■ **WORK TO COMPLETE**: Among the entries that follow, the required portion opens with the line containing "ring dip: (1167, 854)" and closes with the line containing "thumb cmc: (1218, 891)". Give that portion again exactly, and nothing else.

■ **INPUT**:

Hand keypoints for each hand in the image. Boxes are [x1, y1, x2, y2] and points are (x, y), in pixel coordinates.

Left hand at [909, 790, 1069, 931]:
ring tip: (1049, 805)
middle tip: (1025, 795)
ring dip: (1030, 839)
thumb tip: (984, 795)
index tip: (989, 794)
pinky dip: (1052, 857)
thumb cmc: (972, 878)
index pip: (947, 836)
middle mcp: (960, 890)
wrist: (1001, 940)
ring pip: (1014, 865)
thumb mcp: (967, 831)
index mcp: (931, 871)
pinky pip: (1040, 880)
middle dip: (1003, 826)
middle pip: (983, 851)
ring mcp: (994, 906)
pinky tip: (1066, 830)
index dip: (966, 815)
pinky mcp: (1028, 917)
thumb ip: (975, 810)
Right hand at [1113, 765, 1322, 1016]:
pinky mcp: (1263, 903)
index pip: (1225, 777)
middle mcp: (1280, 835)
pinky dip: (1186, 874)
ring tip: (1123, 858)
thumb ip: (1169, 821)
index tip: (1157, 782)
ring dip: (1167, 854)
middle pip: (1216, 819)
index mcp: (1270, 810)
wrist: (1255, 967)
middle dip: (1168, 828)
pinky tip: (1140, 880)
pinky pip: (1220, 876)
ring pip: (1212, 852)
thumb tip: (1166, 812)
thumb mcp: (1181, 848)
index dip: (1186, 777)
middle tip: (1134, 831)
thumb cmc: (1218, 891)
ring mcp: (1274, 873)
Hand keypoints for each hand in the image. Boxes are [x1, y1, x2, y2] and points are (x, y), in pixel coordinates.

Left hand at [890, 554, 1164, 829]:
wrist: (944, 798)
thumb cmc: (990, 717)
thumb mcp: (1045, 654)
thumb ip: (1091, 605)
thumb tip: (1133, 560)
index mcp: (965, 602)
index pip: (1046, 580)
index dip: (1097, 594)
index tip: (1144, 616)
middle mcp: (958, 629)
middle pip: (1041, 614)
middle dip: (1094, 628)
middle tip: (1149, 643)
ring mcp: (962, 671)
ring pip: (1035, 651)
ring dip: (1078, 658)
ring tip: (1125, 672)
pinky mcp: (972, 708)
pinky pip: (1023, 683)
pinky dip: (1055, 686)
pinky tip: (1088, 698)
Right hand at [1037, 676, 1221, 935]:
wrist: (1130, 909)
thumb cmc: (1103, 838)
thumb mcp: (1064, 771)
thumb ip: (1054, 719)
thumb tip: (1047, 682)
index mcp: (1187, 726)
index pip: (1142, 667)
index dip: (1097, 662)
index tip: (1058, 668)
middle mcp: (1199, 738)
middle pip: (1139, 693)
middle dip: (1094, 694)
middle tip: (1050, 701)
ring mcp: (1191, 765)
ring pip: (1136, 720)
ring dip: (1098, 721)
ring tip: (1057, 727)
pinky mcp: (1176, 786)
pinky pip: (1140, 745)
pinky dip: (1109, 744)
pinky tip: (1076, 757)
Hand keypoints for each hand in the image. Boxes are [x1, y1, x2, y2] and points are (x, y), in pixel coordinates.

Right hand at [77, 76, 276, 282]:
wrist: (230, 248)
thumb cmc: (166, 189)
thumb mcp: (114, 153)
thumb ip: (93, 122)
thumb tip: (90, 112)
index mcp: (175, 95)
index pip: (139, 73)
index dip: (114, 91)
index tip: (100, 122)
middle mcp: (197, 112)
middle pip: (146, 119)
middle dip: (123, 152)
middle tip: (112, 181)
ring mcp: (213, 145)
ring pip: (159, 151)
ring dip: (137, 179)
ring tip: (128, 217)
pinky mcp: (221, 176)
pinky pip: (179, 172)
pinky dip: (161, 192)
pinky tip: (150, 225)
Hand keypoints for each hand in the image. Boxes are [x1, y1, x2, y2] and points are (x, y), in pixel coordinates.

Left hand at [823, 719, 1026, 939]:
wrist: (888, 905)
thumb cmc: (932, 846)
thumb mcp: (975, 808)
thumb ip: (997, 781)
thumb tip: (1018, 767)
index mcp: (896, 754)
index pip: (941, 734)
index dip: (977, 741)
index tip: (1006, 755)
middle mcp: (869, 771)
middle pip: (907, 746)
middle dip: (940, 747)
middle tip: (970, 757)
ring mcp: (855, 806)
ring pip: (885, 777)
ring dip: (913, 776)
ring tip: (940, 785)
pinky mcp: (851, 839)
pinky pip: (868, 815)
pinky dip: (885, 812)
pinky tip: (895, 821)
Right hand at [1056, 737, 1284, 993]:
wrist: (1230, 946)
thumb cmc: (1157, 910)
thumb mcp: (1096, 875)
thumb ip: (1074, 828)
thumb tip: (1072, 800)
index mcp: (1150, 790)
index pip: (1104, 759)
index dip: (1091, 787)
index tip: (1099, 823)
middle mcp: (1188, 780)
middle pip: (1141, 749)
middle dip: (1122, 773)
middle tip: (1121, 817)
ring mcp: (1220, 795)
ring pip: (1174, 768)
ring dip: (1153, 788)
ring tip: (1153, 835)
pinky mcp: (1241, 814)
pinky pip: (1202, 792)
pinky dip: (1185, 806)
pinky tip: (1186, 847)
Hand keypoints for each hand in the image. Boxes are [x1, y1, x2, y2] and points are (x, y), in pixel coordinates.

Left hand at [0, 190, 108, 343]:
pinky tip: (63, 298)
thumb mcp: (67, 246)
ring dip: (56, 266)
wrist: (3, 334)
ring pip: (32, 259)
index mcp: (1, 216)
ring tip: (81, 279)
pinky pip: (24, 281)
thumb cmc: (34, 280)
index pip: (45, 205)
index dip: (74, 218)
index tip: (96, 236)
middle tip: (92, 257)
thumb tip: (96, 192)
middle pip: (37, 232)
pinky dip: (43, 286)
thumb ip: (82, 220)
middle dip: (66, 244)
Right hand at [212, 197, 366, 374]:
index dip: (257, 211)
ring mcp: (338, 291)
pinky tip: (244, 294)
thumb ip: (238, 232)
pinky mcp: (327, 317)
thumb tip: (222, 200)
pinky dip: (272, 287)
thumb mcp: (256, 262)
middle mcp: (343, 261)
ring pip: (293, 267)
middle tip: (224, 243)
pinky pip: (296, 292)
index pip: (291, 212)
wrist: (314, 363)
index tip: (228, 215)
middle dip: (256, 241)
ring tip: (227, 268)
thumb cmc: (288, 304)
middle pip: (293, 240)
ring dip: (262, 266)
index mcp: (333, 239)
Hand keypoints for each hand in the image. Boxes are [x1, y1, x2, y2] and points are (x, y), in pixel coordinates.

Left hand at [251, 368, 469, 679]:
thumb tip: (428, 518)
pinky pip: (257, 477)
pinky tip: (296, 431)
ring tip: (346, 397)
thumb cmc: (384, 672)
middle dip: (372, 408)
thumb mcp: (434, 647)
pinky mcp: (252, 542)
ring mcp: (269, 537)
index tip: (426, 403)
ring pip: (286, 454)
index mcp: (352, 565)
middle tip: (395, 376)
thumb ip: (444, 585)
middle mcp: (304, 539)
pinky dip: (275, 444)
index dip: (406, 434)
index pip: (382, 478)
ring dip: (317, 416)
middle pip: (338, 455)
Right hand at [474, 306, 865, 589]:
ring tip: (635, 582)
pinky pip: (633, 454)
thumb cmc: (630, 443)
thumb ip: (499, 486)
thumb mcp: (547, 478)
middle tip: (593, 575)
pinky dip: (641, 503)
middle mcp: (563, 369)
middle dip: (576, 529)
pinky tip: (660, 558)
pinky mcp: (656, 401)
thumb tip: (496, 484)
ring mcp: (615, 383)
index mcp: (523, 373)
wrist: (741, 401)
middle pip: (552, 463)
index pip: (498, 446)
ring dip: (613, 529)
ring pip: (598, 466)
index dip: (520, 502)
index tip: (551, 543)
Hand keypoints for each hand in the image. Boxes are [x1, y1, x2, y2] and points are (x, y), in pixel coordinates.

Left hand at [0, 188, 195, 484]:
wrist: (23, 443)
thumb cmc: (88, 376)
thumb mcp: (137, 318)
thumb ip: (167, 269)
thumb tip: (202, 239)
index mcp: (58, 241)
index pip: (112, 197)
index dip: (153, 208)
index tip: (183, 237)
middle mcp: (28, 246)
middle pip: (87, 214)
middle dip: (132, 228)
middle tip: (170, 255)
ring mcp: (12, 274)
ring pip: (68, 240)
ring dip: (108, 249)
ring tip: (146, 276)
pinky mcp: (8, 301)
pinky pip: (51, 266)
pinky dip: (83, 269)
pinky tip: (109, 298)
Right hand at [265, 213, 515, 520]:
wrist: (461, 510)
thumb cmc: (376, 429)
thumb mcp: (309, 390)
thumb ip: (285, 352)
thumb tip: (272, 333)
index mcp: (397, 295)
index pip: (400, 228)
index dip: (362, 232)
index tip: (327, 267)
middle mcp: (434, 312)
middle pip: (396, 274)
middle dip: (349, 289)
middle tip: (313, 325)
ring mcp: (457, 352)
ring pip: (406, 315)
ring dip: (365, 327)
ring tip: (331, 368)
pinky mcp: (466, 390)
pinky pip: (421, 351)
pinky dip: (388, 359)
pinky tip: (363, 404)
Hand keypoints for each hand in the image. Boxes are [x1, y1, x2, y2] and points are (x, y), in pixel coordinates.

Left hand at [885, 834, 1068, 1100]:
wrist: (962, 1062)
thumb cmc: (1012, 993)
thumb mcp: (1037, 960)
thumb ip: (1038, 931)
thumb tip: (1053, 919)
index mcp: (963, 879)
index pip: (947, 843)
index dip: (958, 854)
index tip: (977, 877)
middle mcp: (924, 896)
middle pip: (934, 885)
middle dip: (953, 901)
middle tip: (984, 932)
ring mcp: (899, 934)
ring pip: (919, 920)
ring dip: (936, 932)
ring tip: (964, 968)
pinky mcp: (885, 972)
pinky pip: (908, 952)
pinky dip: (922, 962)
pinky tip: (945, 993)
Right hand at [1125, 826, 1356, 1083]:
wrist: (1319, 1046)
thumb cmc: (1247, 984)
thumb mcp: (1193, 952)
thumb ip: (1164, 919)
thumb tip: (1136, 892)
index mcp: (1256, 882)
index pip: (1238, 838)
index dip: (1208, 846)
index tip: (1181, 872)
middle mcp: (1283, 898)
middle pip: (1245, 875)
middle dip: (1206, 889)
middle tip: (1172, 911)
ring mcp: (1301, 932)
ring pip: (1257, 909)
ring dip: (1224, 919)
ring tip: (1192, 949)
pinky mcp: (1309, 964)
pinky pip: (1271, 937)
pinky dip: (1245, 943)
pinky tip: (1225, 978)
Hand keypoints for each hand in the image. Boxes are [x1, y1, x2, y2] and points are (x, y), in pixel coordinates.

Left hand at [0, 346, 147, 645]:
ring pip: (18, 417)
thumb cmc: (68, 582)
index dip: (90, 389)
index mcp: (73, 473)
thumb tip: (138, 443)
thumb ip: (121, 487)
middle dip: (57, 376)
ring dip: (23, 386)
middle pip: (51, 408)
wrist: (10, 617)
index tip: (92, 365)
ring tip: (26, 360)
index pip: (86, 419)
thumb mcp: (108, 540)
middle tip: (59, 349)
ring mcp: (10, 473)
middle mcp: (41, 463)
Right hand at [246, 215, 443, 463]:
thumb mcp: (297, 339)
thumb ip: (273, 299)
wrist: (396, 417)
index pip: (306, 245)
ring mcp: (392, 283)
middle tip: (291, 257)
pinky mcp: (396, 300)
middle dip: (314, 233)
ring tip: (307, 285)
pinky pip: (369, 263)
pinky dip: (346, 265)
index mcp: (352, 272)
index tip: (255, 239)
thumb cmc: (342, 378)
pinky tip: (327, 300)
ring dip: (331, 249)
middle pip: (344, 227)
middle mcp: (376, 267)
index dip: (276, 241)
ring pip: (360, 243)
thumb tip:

■ **RESULT OF THE EXERCISE**:
ring dip: (1167, 854)
middle pip: (1216, 819)
index mcp: (1270, 810)
wrist: (1255, 967)
middle dip: (1168, 828)
pinky tip: (1140, 880)
pinky pip: (1220, 876)
ring pip: (1212, 852)
thumb tip: (1166, 812)
thumb mcp: (1181, 848)
index dip: (1186, 777)
middle tip: (1134, 831)
thumb cmc: (1218, 891)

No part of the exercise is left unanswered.